Cons of a prepaid credit card
Fewer consumer protections
Prepaid cards come with fewer protections than your average credit card. In 2019, the Consumer Financial Protection Bureau added comprehensive consumer protections for prepaid accounts, including protections in case of errors, loss or theft, and stricter rules for issuers when it comes to relaying clear information regarding prepaid account fees. While this is a step in the right direction for consumers who already hold prepaid cards, these protections don’t exactly compare with those of traditional credit cards.
It won’t impact your credit score
When you use a prepaid card, you aren’t borrowing money, so any activity is generally not reported to the three credit bureaus. Prepaid cards don’t offer you the same protections as credit cards, but they can still help you with your credit goals by inspiring financial habits such as only spending what you currently have. If your goal is to improve your credit score without committing to an unsecured credit card, you may want to consider becoming an authorized user on someone else’s card or applying for a secured credit card.
Lingering fees can add up
Before committing to a prepaid card, be aware of any fees that come with it. Some prepaid cards may charge cardholders fees for withdrawing cash, reloading a card, checking the balance or even making purchases.
Alternatives to prepaid cards
Not everyone is comfortable with the idea of a prepaid card, especially those who want a card with a credit line or a boost to their credit score. However, there are other options that are specifically designed for people with bad credit or no credit at all.
For starters, a secured credit card is a solid alternative. Secured credit cards are credit cards that require a cash deposit as collateral. Your credit limit is often equal to 50 percent to 100 percent of the amount of the initial deposit. Consumers with poor credit tend to lean toward secured credit cards because they give consumers the opportunity to build credit by practicing good credit habits.
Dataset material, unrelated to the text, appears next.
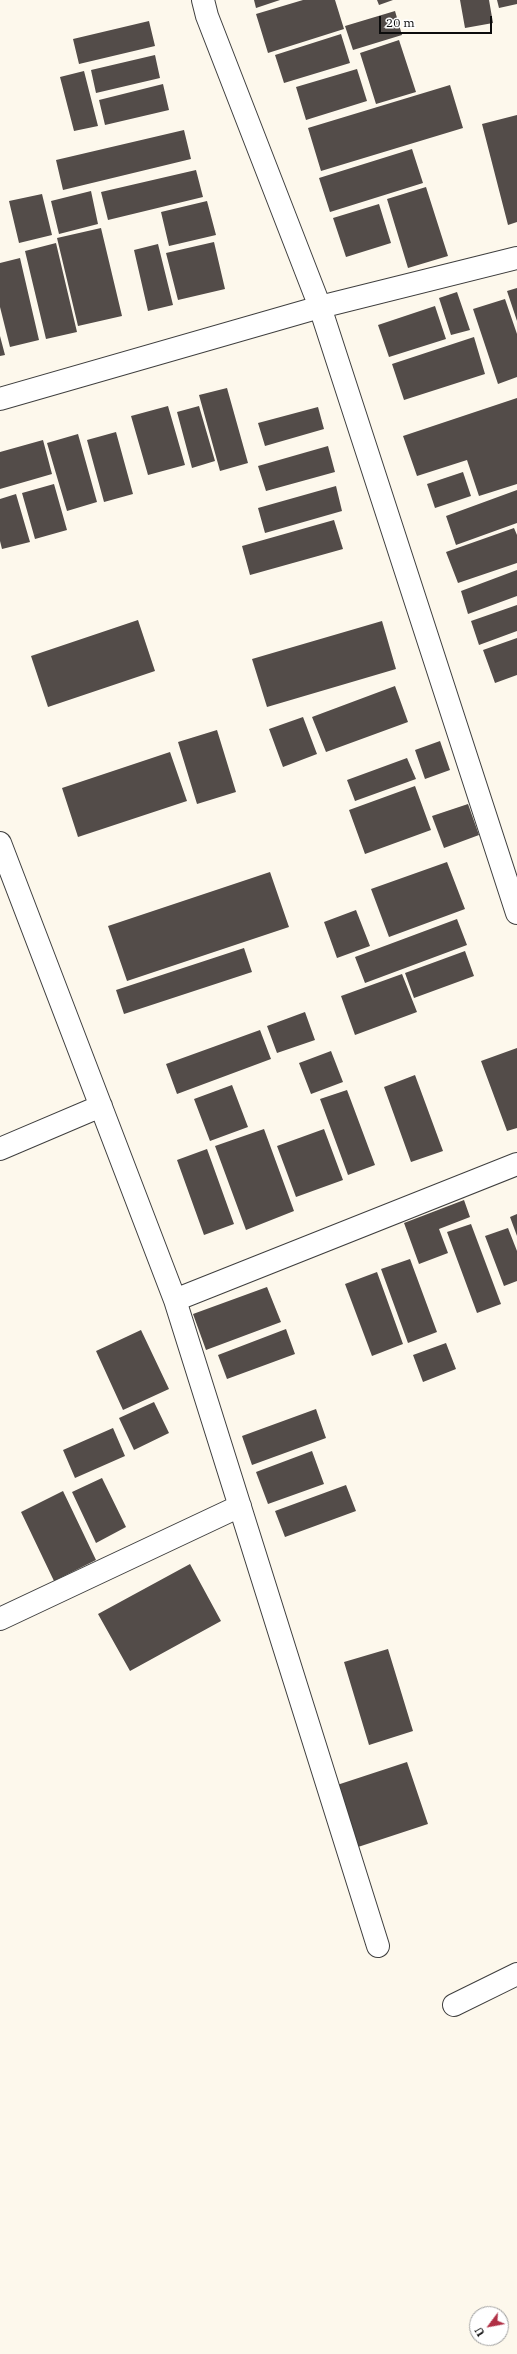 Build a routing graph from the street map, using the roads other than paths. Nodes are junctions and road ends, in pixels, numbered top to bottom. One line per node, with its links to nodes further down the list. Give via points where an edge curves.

One of the biggest advantages of a secured credit card, especially as a beginner card, is that the card issuer reports your credit information to the three credit bureaus. This allows you to build a positive credit history once you start making regular purchases and paying them off on time. These cards tend to be better for your credit than prepaid cards, but there are some drawbacks to keep in mind. Like most credit cards, be aware any fees you may face with a secured credit card, such as annual fees or processing fees.
Another option is to apply for an unsecured credit card for consumers with bad credit. Don’t be discouraged if your credit score is bad, as there are plenty of credit cards that you can apply for without paying a deposit upfront.
Keep in mind that a hard inquiry appears on your credit report every time you apply for a new credit card, which results in a temporary ding to your credit score. That’s why it’s important to research credit cards ahead of time and only apply for the card that will best meet your financial needs.
The bottom line
There are many reasons to apply for a prepaid card, especially if you are rebuilding your credit. For instance, a prepaid card can help you make purchases without overspending. But prepaid cards are not for everyone—they don’t help you improve your credit score, nor do they offer the same consumer protections as credit cards. If you are trying to rebuild your credit, be sure to apply for the card that best fits your needs.